Amid the cars, crowds, style, and watches of Luft 8, the limited edition Chopard Mille Miglia Chronograph – Luftgekühlt Edition felt immediately at home; not fighting for attention, but genuinely looking the part and coming across as endemic to the community, as a direct extension of Patrick Long’s philosophy. With its impressive finishing, a restrained but aggressive colorway, and effortlessly wearable proportions, it should make for an ideal statement chronograph for those outside the classic Porsche community as well. The Chopard Mille Miglia Chronograph – Luftgekühlt Edition is limited to just 25 examples, and is available now through authorized dealers. MSRP for the Chopard Mille Miglia Chronograph – Luftgekühlt Edition stands at $7,690 USD as of press time. For more details, visit the brand’s website.
>Model: Mille Miglia Chronograph – Luftgekühlt Edition
>Price: $7,690 USD
>Size: 42mm-wide, 12.67mm-thick
>When reviewer would personally wear it: When meeting with automotive friends, during vintage rallies, or as a less-obvious alternative to the standard vintage-style racing chronograph.

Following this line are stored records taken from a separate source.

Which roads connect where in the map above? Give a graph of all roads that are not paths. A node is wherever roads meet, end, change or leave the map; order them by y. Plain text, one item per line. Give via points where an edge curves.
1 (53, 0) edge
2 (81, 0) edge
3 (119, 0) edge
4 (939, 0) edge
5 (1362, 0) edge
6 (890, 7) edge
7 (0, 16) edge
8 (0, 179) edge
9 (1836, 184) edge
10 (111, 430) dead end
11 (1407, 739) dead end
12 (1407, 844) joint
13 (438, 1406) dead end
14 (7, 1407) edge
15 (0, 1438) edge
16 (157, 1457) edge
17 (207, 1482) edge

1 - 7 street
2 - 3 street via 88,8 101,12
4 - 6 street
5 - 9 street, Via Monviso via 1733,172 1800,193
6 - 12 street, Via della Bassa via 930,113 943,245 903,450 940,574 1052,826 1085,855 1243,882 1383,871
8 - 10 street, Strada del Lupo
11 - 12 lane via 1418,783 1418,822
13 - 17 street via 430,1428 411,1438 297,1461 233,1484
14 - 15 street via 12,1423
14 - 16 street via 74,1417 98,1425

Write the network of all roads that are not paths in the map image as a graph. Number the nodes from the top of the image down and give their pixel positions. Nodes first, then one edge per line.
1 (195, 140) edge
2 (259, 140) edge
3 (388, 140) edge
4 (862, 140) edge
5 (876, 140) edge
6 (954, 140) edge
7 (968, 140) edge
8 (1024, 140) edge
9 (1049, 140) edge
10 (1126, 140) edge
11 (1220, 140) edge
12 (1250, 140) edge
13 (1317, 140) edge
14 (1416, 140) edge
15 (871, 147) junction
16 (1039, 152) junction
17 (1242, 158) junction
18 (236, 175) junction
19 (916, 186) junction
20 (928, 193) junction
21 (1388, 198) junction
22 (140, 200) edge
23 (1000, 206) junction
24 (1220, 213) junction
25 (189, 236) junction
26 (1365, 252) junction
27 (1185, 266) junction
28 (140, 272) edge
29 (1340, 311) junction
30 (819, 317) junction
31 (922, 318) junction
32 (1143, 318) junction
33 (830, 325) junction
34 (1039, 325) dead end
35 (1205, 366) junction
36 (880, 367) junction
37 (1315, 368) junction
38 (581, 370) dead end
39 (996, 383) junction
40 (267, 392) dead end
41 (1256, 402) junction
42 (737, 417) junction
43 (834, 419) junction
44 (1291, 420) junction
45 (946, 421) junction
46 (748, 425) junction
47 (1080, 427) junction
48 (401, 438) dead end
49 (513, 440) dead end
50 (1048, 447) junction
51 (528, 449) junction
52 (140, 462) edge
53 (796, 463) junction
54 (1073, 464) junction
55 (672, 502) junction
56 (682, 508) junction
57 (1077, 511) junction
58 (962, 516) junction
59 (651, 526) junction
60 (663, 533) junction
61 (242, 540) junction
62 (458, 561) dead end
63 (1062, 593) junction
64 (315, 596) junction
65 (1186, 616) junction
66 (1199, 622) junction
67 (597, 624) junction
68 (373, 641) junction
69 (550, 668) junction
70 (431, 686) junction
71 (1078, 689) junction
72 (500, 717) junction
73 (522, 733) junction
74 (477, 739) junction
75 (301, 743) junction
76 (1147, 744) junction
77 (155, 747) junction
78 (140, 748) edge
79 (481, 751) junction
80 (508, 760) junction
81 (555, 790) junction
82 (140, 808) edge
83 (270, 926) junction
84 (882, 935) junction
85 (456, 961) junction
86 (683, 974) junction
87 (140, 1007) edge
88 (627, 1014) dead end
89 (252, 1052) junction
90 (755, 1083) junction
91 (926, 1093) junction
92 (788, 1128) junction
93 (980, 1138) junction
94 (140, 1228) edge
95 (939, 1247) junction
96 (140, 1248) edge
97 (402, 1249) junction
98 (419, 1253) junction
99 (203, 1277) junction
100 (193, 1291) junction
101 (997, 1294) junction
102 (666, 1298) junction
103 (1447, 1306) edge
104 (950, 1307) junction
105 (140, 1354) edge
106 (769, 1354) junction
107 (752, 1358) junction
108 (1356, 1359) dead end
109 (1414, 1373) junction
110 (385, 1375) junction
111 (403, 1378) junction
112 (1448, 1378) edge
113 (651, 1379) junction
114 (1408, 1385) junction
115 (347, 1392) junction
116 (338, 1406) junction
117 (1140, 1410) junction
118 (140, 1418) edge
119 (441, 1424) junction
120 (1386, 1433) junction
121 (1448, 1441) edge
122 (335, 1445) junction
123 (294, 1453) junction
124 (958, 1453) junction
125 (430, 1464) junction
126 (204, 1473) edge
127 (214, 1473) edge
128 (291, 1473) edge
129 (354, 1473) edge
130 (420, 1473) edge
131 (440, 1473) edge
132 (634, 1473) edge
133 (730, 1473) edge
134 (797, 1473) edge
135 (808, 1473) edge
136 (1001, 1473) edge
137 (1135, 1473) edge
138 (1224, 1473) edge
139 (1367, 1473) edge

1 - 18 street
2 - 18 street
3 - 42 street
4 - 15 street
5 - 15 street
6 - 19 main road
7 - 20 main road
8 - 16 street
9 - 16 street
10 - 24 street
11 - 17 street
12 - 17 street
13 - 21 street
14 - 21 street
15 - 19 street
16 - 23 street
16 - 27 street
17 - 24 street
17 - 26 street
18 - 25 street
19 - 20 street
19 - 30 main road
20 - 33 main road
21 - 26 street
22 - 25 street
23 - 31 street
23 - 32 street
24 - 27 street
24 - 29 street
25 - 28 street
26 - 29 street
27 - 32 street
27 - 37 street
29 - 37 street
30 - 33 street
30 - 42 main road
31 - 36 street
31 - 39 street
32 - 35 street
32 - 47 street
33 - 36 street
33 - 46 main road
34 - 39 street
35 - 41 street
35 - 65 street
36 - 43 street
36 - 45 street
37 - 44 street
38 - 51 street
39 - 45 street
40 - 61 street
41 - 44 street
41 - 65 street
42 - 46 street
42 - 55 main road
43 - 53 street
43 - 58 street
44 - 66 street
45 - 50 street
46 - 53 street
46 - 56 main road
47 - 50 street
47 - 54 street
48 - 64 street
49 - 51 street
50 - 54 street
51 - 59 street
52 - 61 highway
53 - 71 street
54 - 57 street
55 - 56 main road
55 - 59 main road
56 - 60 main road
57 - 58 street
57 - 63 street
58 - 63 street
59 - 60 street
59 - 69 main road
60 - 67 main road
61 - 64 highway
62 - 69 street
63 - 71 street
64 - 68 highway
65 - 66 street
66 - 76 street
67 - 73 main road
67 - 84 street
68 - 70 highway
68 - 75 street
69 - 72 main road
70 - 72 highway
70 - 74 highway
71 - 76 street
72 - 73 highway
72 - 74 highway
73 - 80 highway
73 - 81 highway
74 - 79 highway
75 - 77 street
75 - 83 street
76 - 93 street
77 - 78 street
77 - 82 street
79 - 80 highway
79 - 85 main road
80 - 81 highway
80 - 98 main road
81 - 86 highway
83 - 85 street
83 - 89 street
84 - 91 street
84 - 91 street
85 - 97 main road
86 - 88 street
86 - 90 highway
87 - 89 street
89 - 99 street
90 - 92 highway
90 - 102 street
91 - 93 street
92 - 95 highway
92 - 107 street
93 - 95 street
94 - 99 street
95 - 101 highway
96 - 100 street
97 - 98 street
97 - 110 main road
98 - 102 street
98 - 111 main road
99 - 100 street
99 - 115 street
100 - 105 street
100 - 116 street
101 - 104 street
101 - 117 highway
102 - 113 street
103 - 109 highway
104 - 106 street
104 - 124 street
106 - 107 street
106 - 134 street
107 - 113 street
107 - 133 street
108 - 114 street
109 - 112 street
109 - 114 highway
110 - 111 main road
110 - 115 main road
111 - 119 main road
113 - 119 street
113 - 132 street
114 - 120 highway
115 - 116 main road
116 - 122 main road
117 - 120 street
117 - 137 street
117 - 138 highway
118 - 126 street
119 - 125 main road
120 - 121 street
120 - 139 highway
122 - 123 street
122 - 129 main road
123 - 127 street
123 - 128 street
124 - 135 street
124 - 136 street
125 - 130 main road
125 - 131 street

>Friend we’d recommend it to first: Porsche aficionados looking to capture the laid-back spirit of Luftgekühlt.
>Best characteristic of watch: Impressively compact feel on the wrist, handsome dial finishing, strong color palette.
>Worst characteristic of watch: The Porsche connection can come off as thin and esoteric to the uninitiated; third-party movement lags behind its competitors at this price point.